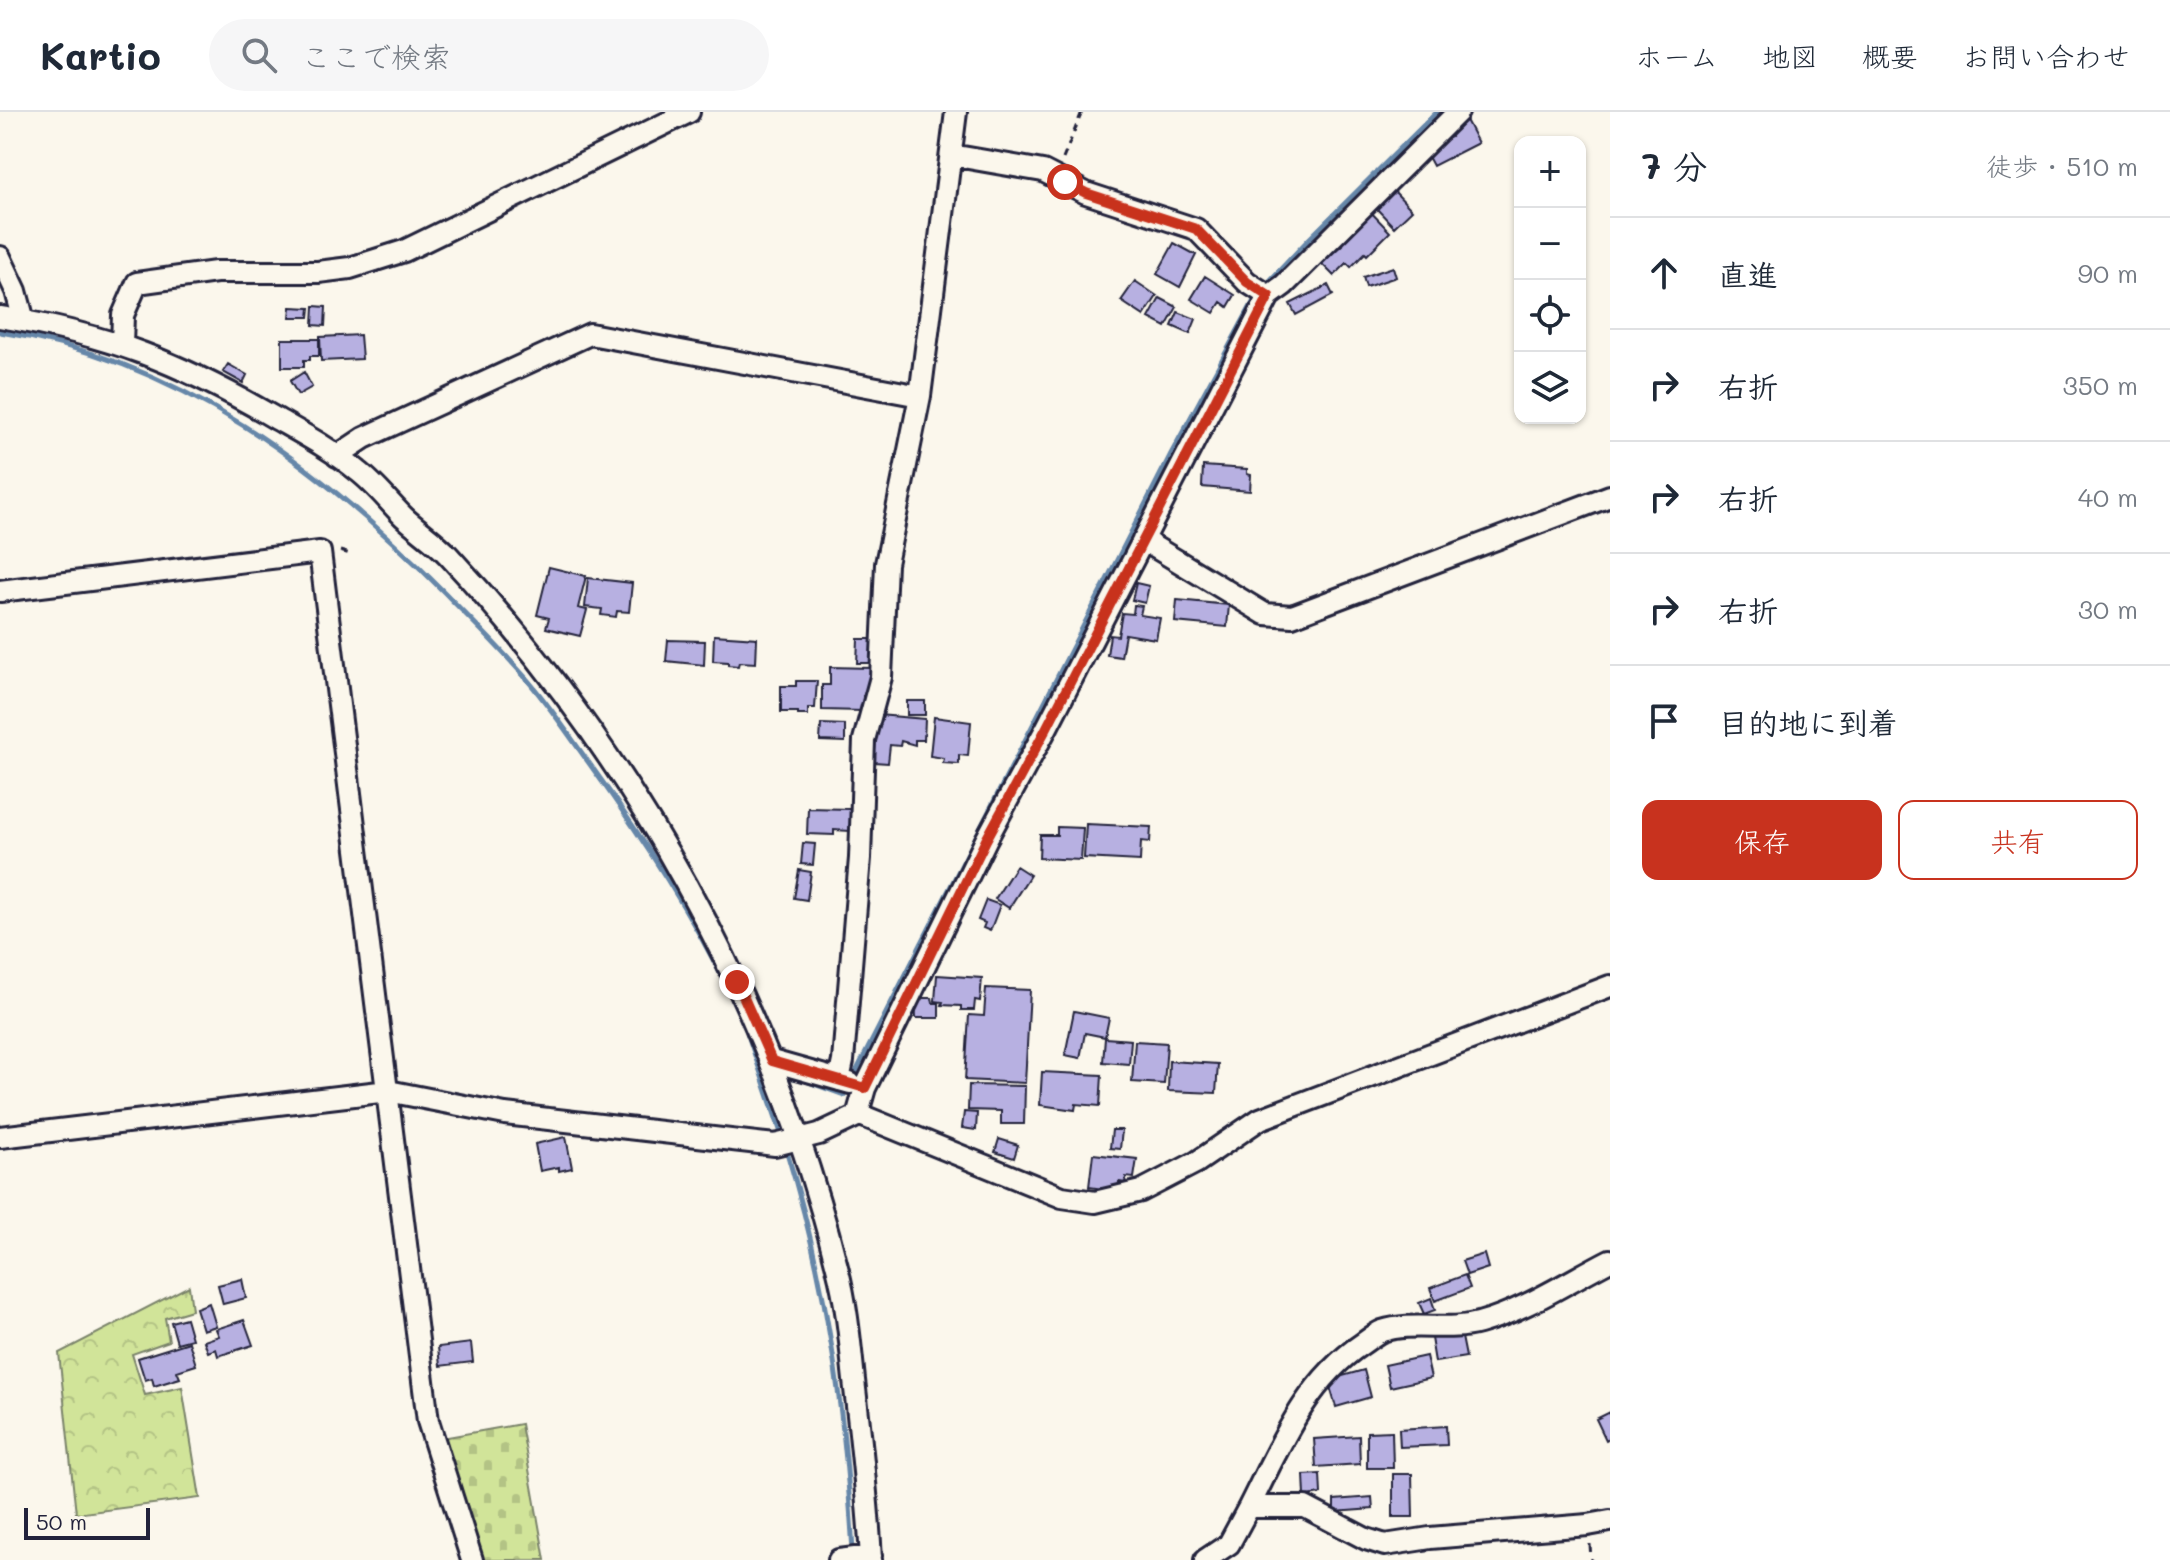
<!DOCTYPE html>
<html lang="ja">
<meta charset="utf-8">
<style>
body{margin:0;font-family:Mali,"Klee One",sans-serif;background:#f6f6f7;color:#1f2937}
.controls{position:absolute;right:24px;top:24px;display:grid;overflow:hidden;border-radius:16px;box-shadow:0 2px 6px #0004}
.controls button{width:72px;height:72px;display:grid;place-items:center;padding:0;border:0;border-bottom:2px solid #e0e1e3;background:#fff;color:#1f2937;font:40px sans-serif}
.scale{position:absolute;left:24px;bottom:20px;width:126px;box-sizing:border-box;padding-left:8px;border:4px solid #22223b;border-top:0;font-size:22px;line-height:28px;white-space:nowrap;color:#22223b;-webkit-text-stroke:6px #fbf7ec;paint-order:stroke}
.stop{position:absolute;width:24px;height:24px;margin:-18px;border:6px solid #c8321e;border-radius:50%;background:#fff}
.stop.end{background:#c8321e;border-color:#fff;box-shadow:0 2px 8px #0008}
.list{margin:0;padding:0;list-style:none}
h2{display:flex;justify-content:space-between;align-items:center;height:104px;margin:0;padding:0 32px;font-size:34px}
h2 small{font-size:26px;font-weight:400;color:#747a83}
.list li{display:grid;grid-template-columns:52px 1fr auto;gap:24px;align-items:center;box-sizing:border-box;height:112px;padding:0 32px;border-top:2px solid #e0e1e3}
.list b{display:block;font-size:30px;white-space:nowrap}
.list em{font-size:26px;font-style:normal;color:#747a83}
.actions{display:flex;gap:16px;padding:24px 32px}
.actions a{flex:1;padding:18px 0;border:2px solid #c8321e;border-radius:16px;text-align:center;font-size:28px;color:#c8321e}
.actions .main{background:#c8321e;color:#fff}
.icon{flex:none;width:44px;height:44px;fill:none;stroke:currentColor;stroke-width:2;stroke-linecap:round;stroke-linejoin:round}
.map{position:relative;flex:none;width:1610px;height:1448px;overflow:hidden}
header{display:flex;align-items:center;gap:48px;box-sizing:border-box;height:112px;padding:0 40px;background:#fff;border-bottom:2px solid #e0e1e3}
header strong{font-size:38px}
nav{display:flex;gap:44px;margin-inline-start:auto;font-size:28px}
.search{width:560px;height:72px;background:#f6f6f7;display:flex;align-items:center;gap:20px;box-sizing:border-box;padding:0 28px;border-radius:44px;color:#747a83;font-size:30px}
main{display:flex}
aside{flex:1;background:#fff}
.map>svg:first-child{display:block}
.forest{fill:url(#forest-crowns);stroke:#7a836a;stroke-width:2}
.cemetery{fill:url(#cemetery-stones);stroke:#7a836a;stroke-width:2}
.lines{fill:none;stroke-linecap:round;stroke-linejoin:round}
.stream{stroke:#6687a9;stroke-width:5}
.building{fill:#b7b0e1;stroke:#22223b;stroke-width:2}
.street-casing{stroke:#22223b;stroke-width:26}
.path{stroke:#22223b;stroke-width:3;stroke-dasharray:8 6;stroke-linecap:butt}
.street{stroke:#fbf7ec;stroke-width:20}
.route{stroke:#c8321e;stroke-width:10}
</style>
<header>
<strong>Kartio</strong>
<div class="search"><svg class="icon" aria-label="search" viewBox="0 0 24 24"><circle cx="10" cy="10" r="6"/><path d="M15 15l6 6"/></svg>ここで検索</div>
<nav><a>ホーム</a><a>地図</a><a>概要</a><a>お問い合わせ</a></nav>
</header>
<main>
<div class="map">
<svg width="1610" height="1448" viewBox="0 0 1610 1448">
<defs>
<pattern id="forest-crowns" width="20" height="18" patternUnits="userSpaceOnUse" patternTransform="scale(2)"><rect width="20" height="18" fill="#d1e499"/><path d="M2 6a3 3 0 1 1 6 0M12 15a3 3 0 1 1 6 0" fill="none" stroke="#b3c385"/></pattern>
<pattern id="cemetery-stones" width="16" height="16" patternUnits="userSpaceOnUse" patternTransform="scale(2)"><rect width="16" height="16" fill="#d1e499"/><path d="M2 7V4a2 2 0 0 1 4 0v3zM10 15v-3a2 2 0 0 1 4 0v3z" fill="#b3c385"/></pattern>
</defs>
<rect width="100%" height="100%" fill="#fbf7ec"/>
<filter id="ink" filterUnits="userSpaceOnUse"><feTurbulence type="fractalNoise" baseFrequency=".0125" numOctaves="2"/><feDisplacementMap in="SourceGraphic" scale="16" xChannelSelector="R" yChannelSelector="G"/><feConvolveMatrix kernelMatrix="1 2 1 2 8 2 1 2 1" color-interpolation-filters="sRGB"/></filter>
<g filter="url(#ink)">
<path class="forest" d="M189,1174l3,24 -27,8 4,23 -37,13 13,41 37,-8 18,111 -124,16 -17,-161z"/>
<path class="cemetery" d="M521,1312l24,136h-66l-37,-122z"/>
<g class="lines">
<path class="stream" d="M1264,175l46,-49 127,-126
M0,220c178,26 322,136 445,261 26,27 54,54 79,83 24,27 44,58 65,87 52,72 100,146 139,226
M748,923l35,104
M782,964l18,3 44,16 4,-8
M853,966l318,-624 86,-159
M786,1037c41,133 59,263 67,403"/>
</g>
<path class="building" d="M1466,8l12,23 -45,23 -8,-15 26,-14 -4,-8z
M1394,79l18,19 -18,17 -18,-19z
M1367,96l23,24 -23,23 -2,-2 -14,14 -4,-4 -13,13 -15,-15 12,-12 3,3 8,-7 -3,-3z
M1174,131l22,12 -16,32 -23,-13z
M1393,155l3,10 -30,10 -3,-10z
M1205,164l30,19 -7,12 -7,-5 -7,11 -23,-14z
M1135,169l22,15 -13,20 -23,-15z
M1328,173l5,10 -37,20 -6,-11z
M1160,186l17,9 -11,20 -17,-9z
M314,194l12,1 -1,19 -12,-1z
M291,195l19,1 -1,9h-19z
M1178,200l18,7 -6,15 -18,-8z
M360,223l2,24 -41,2 -1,-24z
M282,227h37v17h-9v4h-6v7h-22z
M228,252l19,11 -4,8 -20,-11z
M304,260l8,15 -14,8 -8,-14z
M1203,354l44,3v5l4,1 -1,16 -48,-4z
M549,455l37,9 -8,32 9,2 -7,26 -34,-8 3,-10 -12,-3z
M588,466l44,5 -3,29 -12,-1 -1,6 -15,-2 1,-6 -17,-2z
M1136,471l13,3 -4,17 -13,-3z
M1177,488l52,5 -2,22 -52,-5z
M1134,493l8,1 -2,9 20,3 -4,21 -31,-5 -4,23 -14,-2 3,-20 8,1 4,-23 11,1z
M714,523l43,3 -1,25 -17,-1 -1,4 -10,-1v-3l-15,-1z
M858,527h17l-1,24h-17z
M668,528l37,1 -1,24 -38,-4z
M830,555l41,1v28h-8v15l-41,-1v-25h8z
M796,569h21l-2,27h-7v7h-10v-3h-17v-26h15z
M907,589h18v14h-18z
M878,603l47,4 -1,21h-9v5l-14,-4 -1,5 -10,-1 -2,18 -14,-1z
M934,605l37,5 -3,34 -9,-1v9l-16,-1 1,-5 -14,-2z
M821,612l24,1v17l-25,-1z
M808,696l42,1v22l-16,-1v5l-27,-1z
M1086,712l65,3 -1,15 -9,-1 -1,20 -56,-3z
M1057,715l26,1 -2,32 -42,-2 1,-23h17z
M803,731l12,1 -2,21 -12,-1z
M1016,754l14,9 -21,33 -14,-9z
M799,758l12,2 -4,28 -13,-2z
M986,788l14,5 -10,26 -7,-3 2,-5 -7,-3z
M937,863l45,3 -2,23 -5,-1 -1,10h-13v-4l-19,-1 1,-3 -8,-1z
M986,876l44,2 -5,93 -60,-3 4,-65 15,1z
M915,886h17l1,5h6v15h-23z
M1074,899l35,7 -4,19 -20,-4 -5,25 -15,-3z
M1105,926l26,2 -2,24 -26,-2z
M1135,929l32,2 -3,41 -32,-2z
M1169,949l49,3 -2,29 -48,-2z
M1042,960l60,3 -2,31 -24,-2 -1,6 -35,-5z
M969,973l56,1 -1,38h-23v-13l-33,-1z
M964,1000l13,1 -1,17 -14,-2z
M1112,1018h10l-2,19 -10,-1z
M566,1025l6,31 -13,3v-4l-19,4 -5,-27z
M999,1027l19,6 -4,13 -19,-6z
M1093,1042l44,5 -3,19 -8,-1 -1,6 -6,-1 -1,9 -29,-4z
M1484,1142l4,14 -21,7 -5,-14z
M1465,1163l5,13 -35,13 -5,-13z
M242,1167l4,19 -23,6 -5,-19z
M1431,1186l4,12 -11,4 -5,-11z
M209,1191l7,23 -13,4 -7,-22z
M186,1206l6,21 -15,4 -6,-21z
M244,1208l9,25 -35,11 -2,-7 -8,3 -4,-11 15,-5 -3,-7z
M1461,1220l5,25 -31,5 -4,-24z
M189,1230l7,23 -19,6 3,7 -26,8 -2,-8 -7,2 -7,-22z
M471,1231l2,19 -33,4 -2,-19z
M1426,1244l5,22 -41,9 -5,-22z
M1364,1258l7,27 -35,10 -8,-27z
M1610,1300v26l-4,2 -10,-21z
M1446,1314l1,19 -47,2 -1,-18z
M1392,1319l1,37h-26v-36z
M1359,1324l1,28 -44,3 -2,-28z
M1320,1362l1,20 -16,2 -1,-21z
M1393,1362h19l1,43h-20z
M1372,1385l1,12 -39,3v-12z"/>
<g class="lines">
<g class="street-casing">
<path id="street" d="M951,43l92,16 43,22 110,36 51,53 22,14
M0,145l16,34 8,30
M0,205c108,17 181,46 275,101 28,16 58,32 83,53 17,13 31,31 46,46 14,13 31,24 44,38 186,200 323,447 389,712 10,38 13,75 17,113 7,61 14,119 17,180
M122,233l1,-30 14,-32 79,-11h102l32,-4 54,-17 285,-139
M337,344l27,-18 226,-104 330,62
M1143,428l122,74 27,2 318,-120
M0,479l320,-39 108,869 44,139
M772,949l78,22
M839,968l4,-19 17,-203 4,-118 17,-63 5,-113 34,-168 36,-284
M857,1004l8,-28 121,-248 60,-111 223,-433 15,-11 174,-173
M0,1025l388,-46 117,23 270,31 44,-11 38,-18h6l199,81 33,5 46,-11 56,-29 63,-43 350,-133
M1249,1395c30,-59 56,-125 113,-163 6,-4 13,-10 20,-13 32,-10 65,1 97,-8 46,-13 88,-41 131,-63
M839,1448l32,-4
M1205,1448l24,-16 20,-37h56l61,32 19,6 45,-7 158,-13 22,-4"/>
</g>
<path class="path" d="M1063,47l19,-47
M340,439l10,3
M1590,1432l1,16"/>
<use href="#street" class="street"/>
</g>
</g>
<g class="lines" filter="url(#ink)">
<path class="route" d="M737,870l35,79 93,27 121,-248 60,-111 223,-433 -22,-14 -51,-53 -110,-36 -21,-11"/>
</g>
</svg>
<div class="controls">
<button>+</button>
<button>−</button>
<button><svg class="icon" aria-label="locate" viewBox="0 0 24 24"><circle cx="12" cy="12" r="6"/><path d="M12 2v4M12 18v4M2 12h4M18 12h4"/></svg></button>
<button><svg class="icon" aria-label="layers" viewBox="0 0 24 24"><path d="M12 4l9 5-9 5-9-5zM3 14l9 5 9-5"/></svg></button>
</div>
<div class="scale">50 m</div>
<div class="stop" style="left:1065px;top:70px"></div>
<div class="stop end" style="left:737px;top:870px"></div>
</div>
<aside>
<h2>7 分<small>徒歩 · 510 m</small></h2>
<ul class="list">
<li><svg class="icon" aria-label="ahead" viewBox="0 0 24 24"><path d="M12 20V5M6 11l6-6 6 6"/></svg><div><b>直進</b></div><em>90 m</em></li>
<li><svg class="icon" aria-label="right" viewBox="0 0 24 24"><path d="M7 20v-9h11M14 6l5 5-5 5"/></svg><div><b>右折</b></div><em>350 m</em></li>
<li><svg class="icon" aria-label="right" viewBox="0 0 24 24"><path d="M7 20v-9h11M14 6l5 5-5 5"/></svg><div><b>右折</b></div><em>40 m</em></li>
<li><svg class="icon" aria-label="right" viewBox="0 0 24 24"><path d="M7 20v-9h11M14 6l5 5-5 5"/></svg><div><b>右折</b></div><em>30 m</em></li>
<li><svg class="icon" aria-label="arrive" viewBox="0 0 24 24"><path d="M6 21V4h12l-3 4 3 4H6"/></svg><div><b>目的地に到着</b></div></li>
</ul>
<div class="actions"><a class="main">保存</a><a>共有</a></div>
</aside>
</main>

■ ■ ■ ■ ■ ■ ■

_TASK ITEM_
Where a line of the entries contains "linecap", report that line.

_REPLY TO THE TASK_
.icon{flex:none;width:44px;height:44px;fill:none;stroke:currentColor;stroke-width:2;stroke-linecap:round;stroke-linejoin:round}
.lines{fill:none;stroke-linecap:round;stroke-linejoin:round}
.path{stroke:#22223b;stroke-width:3;stroke-dasharray:8 6;stroke-linecap:butt}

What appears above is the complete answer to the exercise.